An itch is a temptation hard to ignore. Thoughts alone can make us itch, and an itch is almost inseparable from the impulse to scratch. Just seeing pictures of itchy things—like fleas, or other people scratching—tends to make us scratch more. When we scratch, the relief’s temporary, though, as relief so often is. Mom’s old warning, “Stop scratching; you’ll just make it worse” turns out to be accurate. People with chronic, severe itches often have to have their hands bound or their heads helmeted at night, because the urge to scratch is so intense and the involuntary scratching can do such damage.
It wasn’t until 1997 that researchers identified a type of nerve specific for itch. These itch fibers are extraordinarily sensitive, able to pick up an itchy sensation more than three inches away. They conduct slowly, which is why itches build gradually (and subside even more gradually).
Nine years after the nerve fiber was identified, Chen pinpointed one of the long-rumored receptor genes. Now the almost dismissive notion of itch as a lesser kind of pain has been scotched for good. Itch is a torment all its own. If it’s mild and brief and fun to scratch, count yourself lucky.
Steroid creams and antihistamines can help simple itches; ultraviolet treatments, SSRIs, Neurontin, and anesthetizing patches are the next level—and are frequently ineffective. “Itches can be very difficult to treat and are often a patient’s most bothersome symptom,” Cornelius says. “My most memorable patient was a guy who had cutaneous T-cell lymphoma, and he was pretty nearly suicidal from the itch.”

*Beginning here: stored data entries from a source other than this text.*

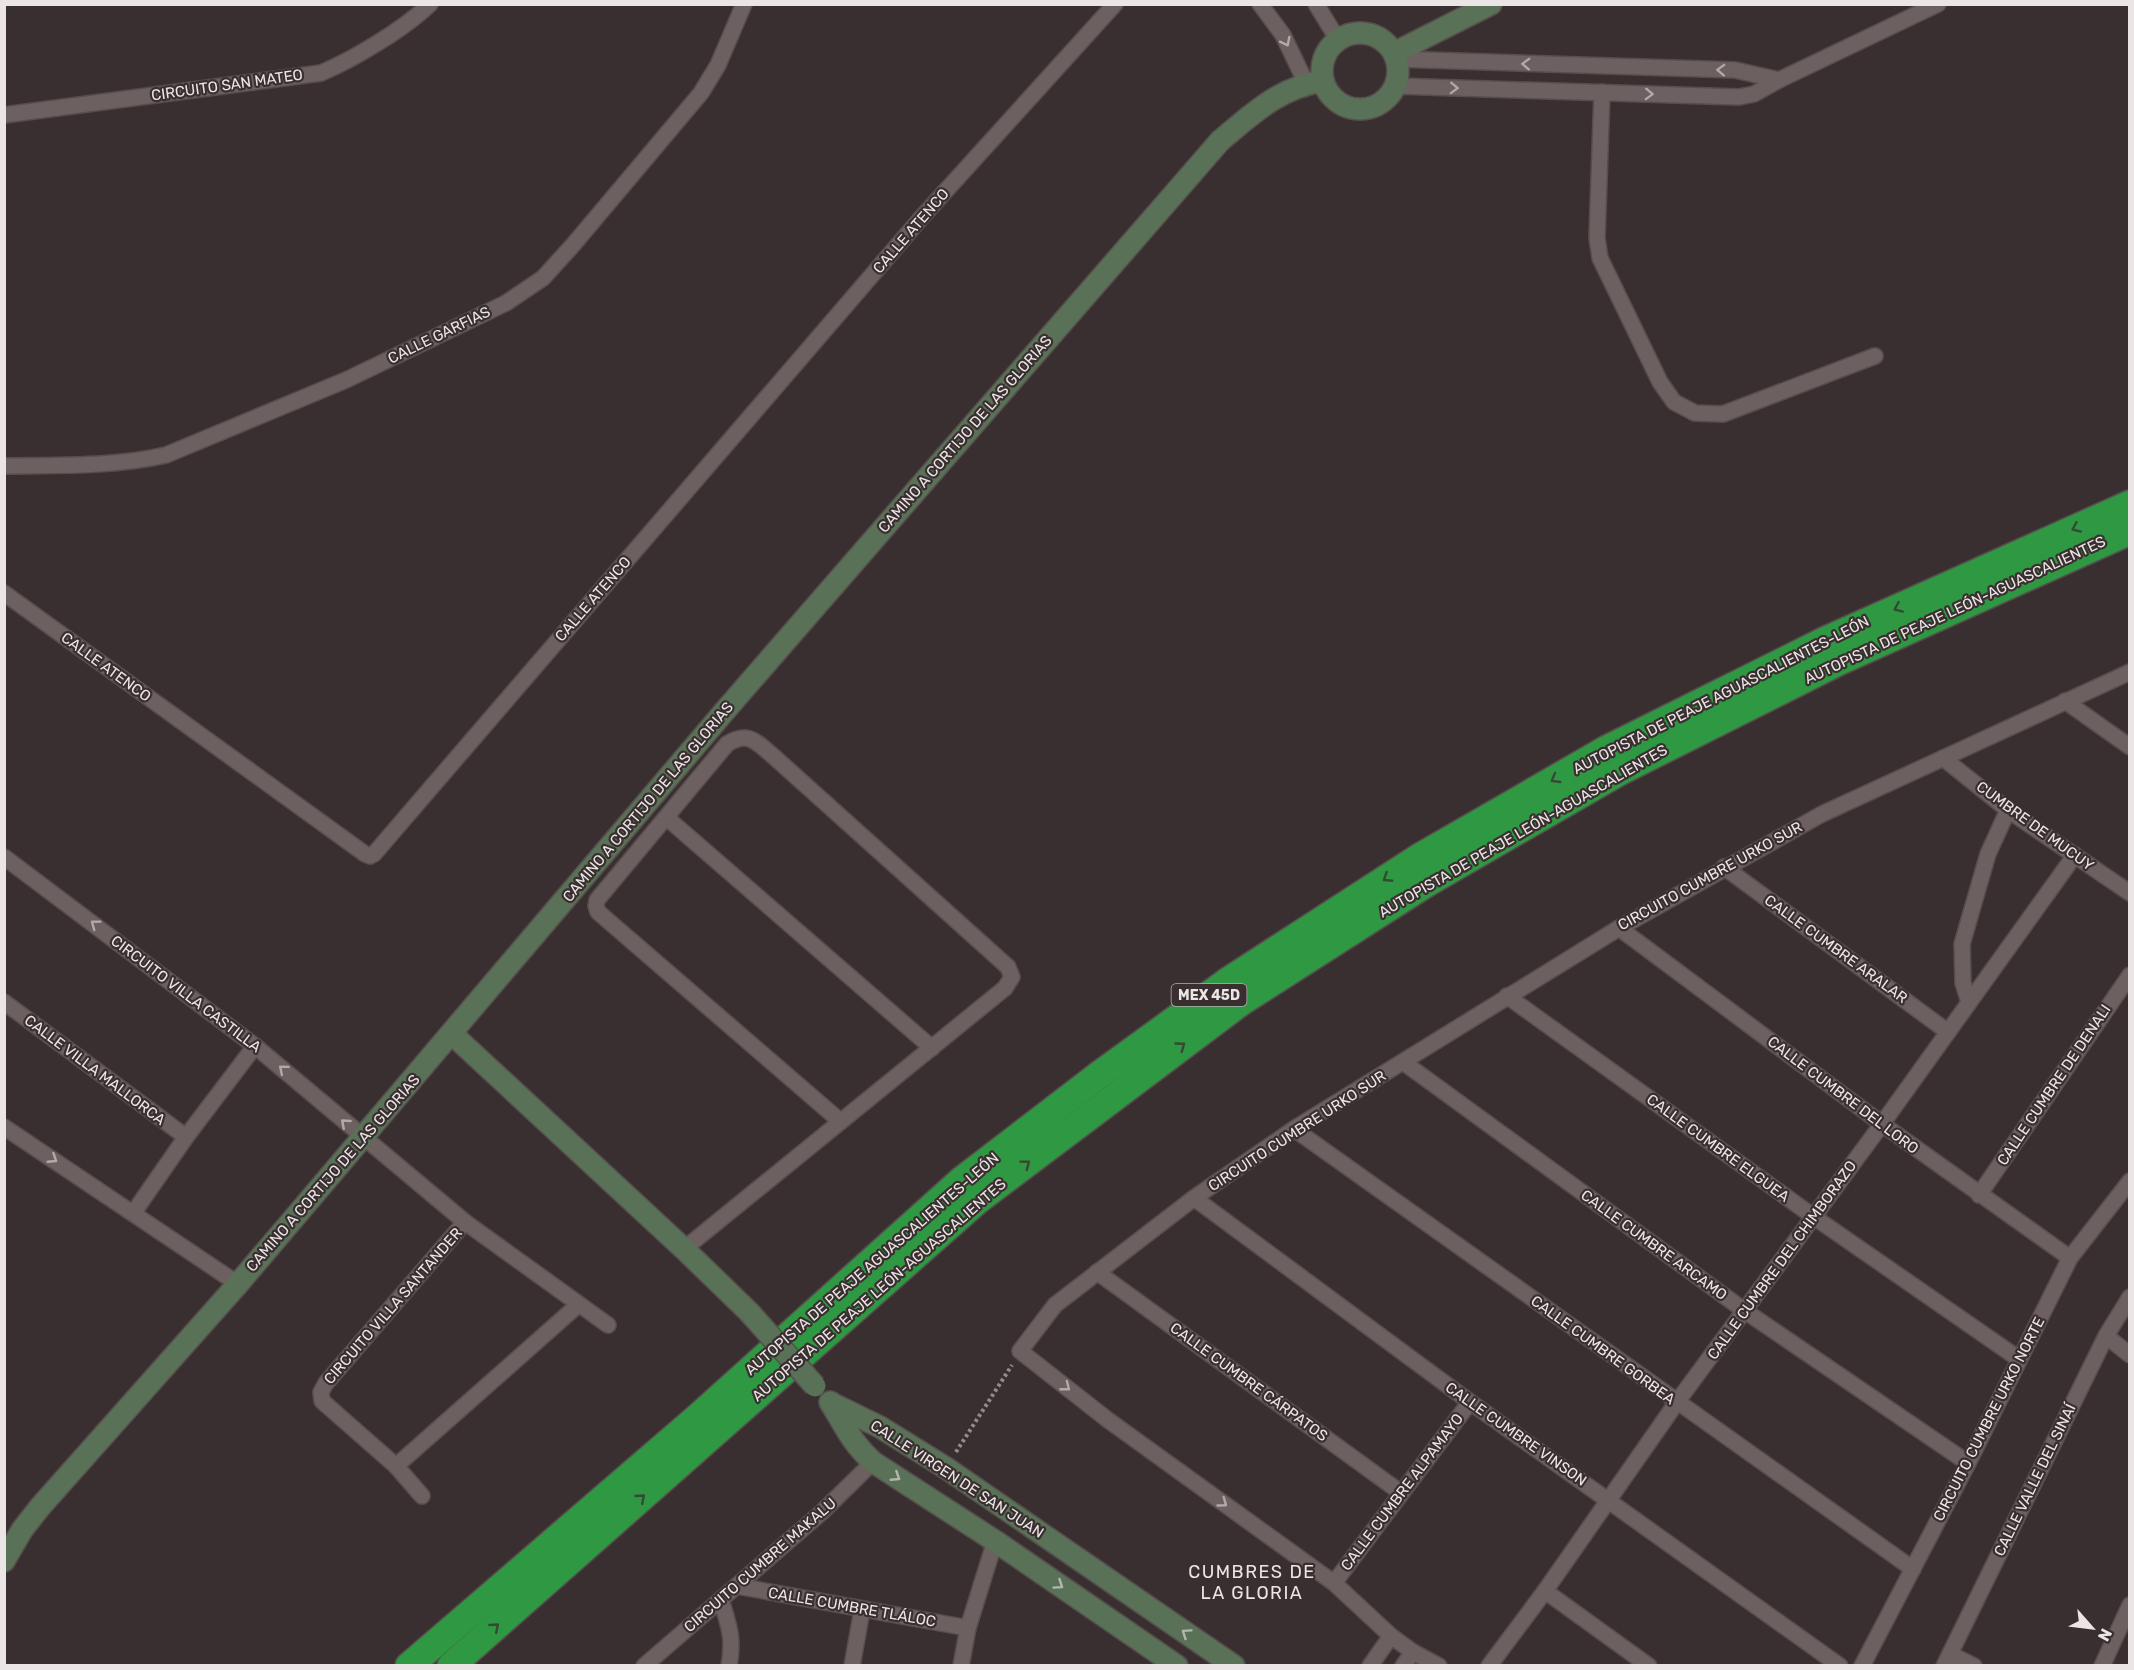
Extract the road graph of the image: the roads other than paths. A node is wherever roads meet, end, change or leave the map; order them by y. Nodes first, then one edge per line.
1 (430, 4) edge
2 (744, 4) edge
3 (1115, 4) edge
4 (1260, 4) edge
5 (1316, 4) edge
6 (1491, 4) edge
7 (1938, 4) edge
8 (1338, 40) junction
9 (1395, 56) junction
10 (1779, 80) junction
11 (1314, 82) junction
12 (1395, 86) junction
13 (1602, 92) junction
14 (4, 115) edge
15 (1875, 356) dead end
16 (4, 466) edge
17 (2130, 504) edge
18 (2130, 531) edge
19 (4, 593) edge
20 (2130, 672) edge
21 (2065, 701) junction
22 (2130, 747) edge
23 (1943, 758) junction
24 (2008, 810) junction
25 (668, 818) junction
26 (2075, 855) junction
27 (4, 857) edge
28 (1724, 867) junction
29 (2130, 893) edge
30 (1619, 927) junction
31 (2130, 975) edge
32 (1507, 996) junction
33 (4, 1002) edge
34 (1969, 1002) junction
35 (1947, 1032) junction
36 (452, 1034) junction
37 (255, 1046) junction
38 (932, 1048) junction
39 (1403, 1062) junction
40 (840, 1121) junction
41 (1882, 1124) junction
42 (4, 1127) edge
43 (1294, 1129) junction
44 (186, 1137) junction
45 (363, 1138) junction
46 (2130, 1181) edge
47 (1979, 1195) junction
48 (1194, 1198) junction
49 (134, 1212) junction
50 (1814, 1217) junction
51 (465, 1222) junction
52 (684, 1249) junction
53 (2070, 1258) junction
54 (1097, 1272) junction
55 (238, 1284) junction
56 (2130, 1297) edge
57 (578, 1305) junction
58 (1745, 1311) junction
59 (608, 1325) dead end
60 (2106, 1336) junction
61 (2130, 1355) edge
62 (2019, 1359) junction
63 (1470, 1402) junction
64 (1677, 1402) junction
65 (831, 1403) junction
66 (873, 1462) junction
67 (1968, 1463) junction
68 (396, 1466) junction
69 (1400, 1492) junction
70 (422, 1496) dead end
71 (1608, 1499) junction
72 (995, 1541) junction
73 (4, 1561) edge
74 (1913, 1569) junction
75 (1334, 1583) junction
76 (737, 1586) junction
77 (1545, 1591) junction
78 (722, 1600) junction
79 (862, 1610) junction
80 (2129, 1610) edge
81 (968, 1628) junction
82 (1391, 1636) junction
83 (1413, 1652) junction
84 (1947, 1660) edge
85 (409, 1665) edge
86 (451, 1665) edge
87 (644, 1665) edge
88 (729, 1665) edge
89 (852, 1665) edge
90 (962, 1665) edge
91 (1177, 1665) edge
92 (1234, 1665) edge
93 (1370, 1665) edge
94 (1403, 1665) edge
95 (1439, 1665) edge
96 (1489, 1665) edge
97 (1649, 1665) edge
98 (1840, 1665) edge
99 (1862, 1665) edge
100 (1974, 1665) edge
101 (2102, 1665) edge

1 - 14 street, CIRCUITO SAN MATEO
2 - 16 street, CALLE GARFIAS
3 - 19 street, CALLE ATENCO
4 -> 11 street
5 - 8 street
6 - 9 street
7 - 10 street
8 - 9 street
8 - 11 street
10 -> 9 street
9 - 12 street
13 -> 10 street
11 - 12 street
11 - 36 street, CAMINO A CORTIJO DE LAS GLORIAS
12 -> 13 street
13 - 15 street
17 -> 85 highway, AUTOPISTA DE PEAJE AGUASCALIENTES-LEÓN / MEX 45D
86 -> 18 highway, AUTOPISTA DE PEAJE LEÓN-AGUASCALIENTES / MEX 45D
20 - 21 street, CIRCUITO CUMBRE URKO SUR
21 - 22 street
21 - 23 street, CIRCUITO CUMBRE URKO SUR
23 - 24 street, CUMBRE DE MUCUY
23 - 28 street, CIRCUITO CUMBRE URKO SUR
24 - 26 street, CUMBRE DE MUCUY
24 - 34 street
25 - 38 street
25 - 38 street
25 - 40 street
26 - 29 street, CUMBRE DE MUCUY
26 - 34 street, CALLE CUMBRE DEL CHIMBORAZO
37 -> 27 street, CIRCUITO VILLA CASTILLA
28 - 30 street, CIRCUITO CUMBRE URKO SUR
28 - 35 street, CALLE CUMBRE ARALAR
30 - 32 street, CIRCUITO CUMBRE URKO SUR
30 - 41 street, CALLE CUMBRE DEL LORO
31 - 47 street, CALLE CUMBRE DE DENALI
32 - 39 street, CIRCUITO CUMBRE URKO SUR
32 - 50 street, CALLE CUMBRE ELGUEA
33 - 44 street, CALLE VILLA MALLORCA
34 - 35 street, CALLE CUMBRE DEL CHIMBORAZO
35 - 41 street, CALLE CUMBRE DEL CHIMBORAZO
36 - 45 street, CAMINO A CORTIJO DE LAS GLORIAS
36 - 52 street
37 - 44 street
45 -> 37 street, CIRCUITO VILLA CASTILLA
38 - 40 street
39 - 43 street, CIRCUITO CUMBRE URKO SUR
39 - 58 street, CALLE CUMBRE ARCAMO
40 - 52 street
41 - 47 street, CALLE CUMBRE DEL LORO
41 - 50 street, CALLE CUMBRE DEL CHIMBORAZO
42 -> 49 street
43 - 48 street, CIRCUITO CUMBRE URKO SUR
43 - 64 street, CALLE CUMBRE GORBEA
44 - 49 street
45 - 51 street, CIRCUITO VILLA SANTANDER
45 - 55 street, CAMINO A CORTIJO DE LAS GLORIAS
46 - 53 street, CIRCUITO CUMBRE URKO NORTE
47 - 53 street, CALLE CUMBRE DEL LORO
48 - 54 street, CIRCUITO CUMBRE URKO SUR
48 - 63 street, CALLE CUMBRE VINSON
49 - 55 street
50 - 58 street, CALLE CUMBRE DEL CHIMBORAZO
50 - 62 street, CALLE CUMBRE ELGUEA
51 - 57 street, CIRCUITO VILLA SANTANDER
51 - 68 street, CIRCUITO VILLA SANTANDER
52 - 65 street, bridge
53 - 62 street, CIRCUITO CUMBRE URKO NORTE
54 - 69 street, CALLE CUMBRE CÁRPATOS
54 -> 75 street, CIRCUITO CUMBRE URKO SUR
55 - 73 street, CAMINO A CORTIJO DE LAS GLORIAS
56 - 60 street, CALLE VALLE DEL SINAÍ
57 - 59 street, CIRCUITO VILLA SANTANDER
57 - 68 street
58 - 64 street, CALLE CUMBRE DEL CHIMBORAZO
58 - 67 street, CALLE CUMBRE ARCAMO
60 - 61 street
60 - 84 street, CALLE VALLE DEL SINAÍ
62 - 67 street, CIRCUITO CUMBRE URKO NORTE
63 - 69 street, CALLE CUMBRE ALPAMAYO
63 - 71 street, CALLE CUMBRE VINSON
64 - 71 street, CALLE CUMBRE DEL CHIMBORAZO
64 - 74 street, CALLE CUMBRE GORBEA
65 - 66 street, CALLE VIRGEN DE SAN JUAN
92 -> 65 street, CALLE VIRGEN DE SAN JUAN
66 -> 72 street, CALLE VIRGEN DE SAN JUAN
66 - 76 street, CIRCUITO CUMBRE MAKALU
67 - 74 street, CIRCUITO CUMBRE URKO NORTE
68 - 70 street, CIRCUITO VILLA SANTANDER
69 - 75 street, CALLE CUMBRE ALPAMAYO
71 - 77 street, CALLE CUMBRE DEL CHIMBORAZO
71 - 98 street, CALLE CUMBRE VINSON
72 - 81 street
72 -> 91 street, CALLE VIRGEN DE SAN JUAN
74 - 99 street, CIRCUITO CUMBRE URKO NORTE
75 - 82 street
76 - 78 street, CIRCUITO CUMBRE MAKALU
76 - 79 street, CALLE CUMBRE TLÁLOC
77 - 96 street, CALLE CUMBRE DEL CHIMBORAZO
77 - 97 street
78 - 87 street, CIRCUITO CUMBRE MAKALU
78 - 88 street
79 - 81 street, CALLE CUMBRE TLÁLOC
79 - 89 street
80 - 101 street
81 - 90 street
82 - 83 street
82 - 93 street
83 - 94 street
83 - 95 street
84 - 100 street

Why do we itch? “Evolution,” says Chen. “Millions and millions of years ago, in the forests, people needed a mechanism to protect themselves, an alert if something bad happened to the body.” Pain wasn’t enough; pain provokes withdrawal, and some bad things, like infectious bug bites and toxic plant substances, are stuck to the skin. There’s no withdrawing from them, so you need a different kind of alert, hopefully one that will brush the pest or substance away before it can do harm.
That ancient response is one we share with other animals, who seem equally bemused by it. “Now we’re learning there are many, many pathways, many genes involved,” Chen says. “It is so complex. We need more people coming to join us, to study how itch is transmitted, how it can be separated from pain, and how it can be treated.”
Cornelius agrees vigorously. “We have to stress that this is really a research center,” she says, terrified that she’ll come to work and find a long line of patients outside her door scratching madly, desperate for a cure. She predicts collaborations with a long list of colleagues, from neurologists and psychiatrists to gastroenterologists and oncologists, whose patients often suffer from unbearable itching. “They’re saying, ‘Oh my God, please, if you guys can develop something, I’m in.’
“We are looking to recruit a physician scientist who is interested in the research of itch and will marry that with a clinical practice that focuses on itch,” Cornelius continues. “We also hope to develop a good clinical-trial arm” to test commercially developed treatments, and eventually use the center’s own research findings to develop new therapies.
“The NIH [National Institutes of Health] is starting to look at this, but we have been the first to move forward with a research-based center,” she says. “I think as the research center grows, we will be able to tease out the differences in itch in all these different patient populations.” Then therapies can be targeted; pathways can be blocked.
There will be no shortage of patients: Cornelius’ department marks diagnosis codes for patients, and often if there’s an obvious diagnosis, like psoriasis, the “itch” box isn’t even checked. Nonetheless, last year alone, 500 patients were coded with “itch.”
“I can tell you,” she adds, “that’s an underestimate.”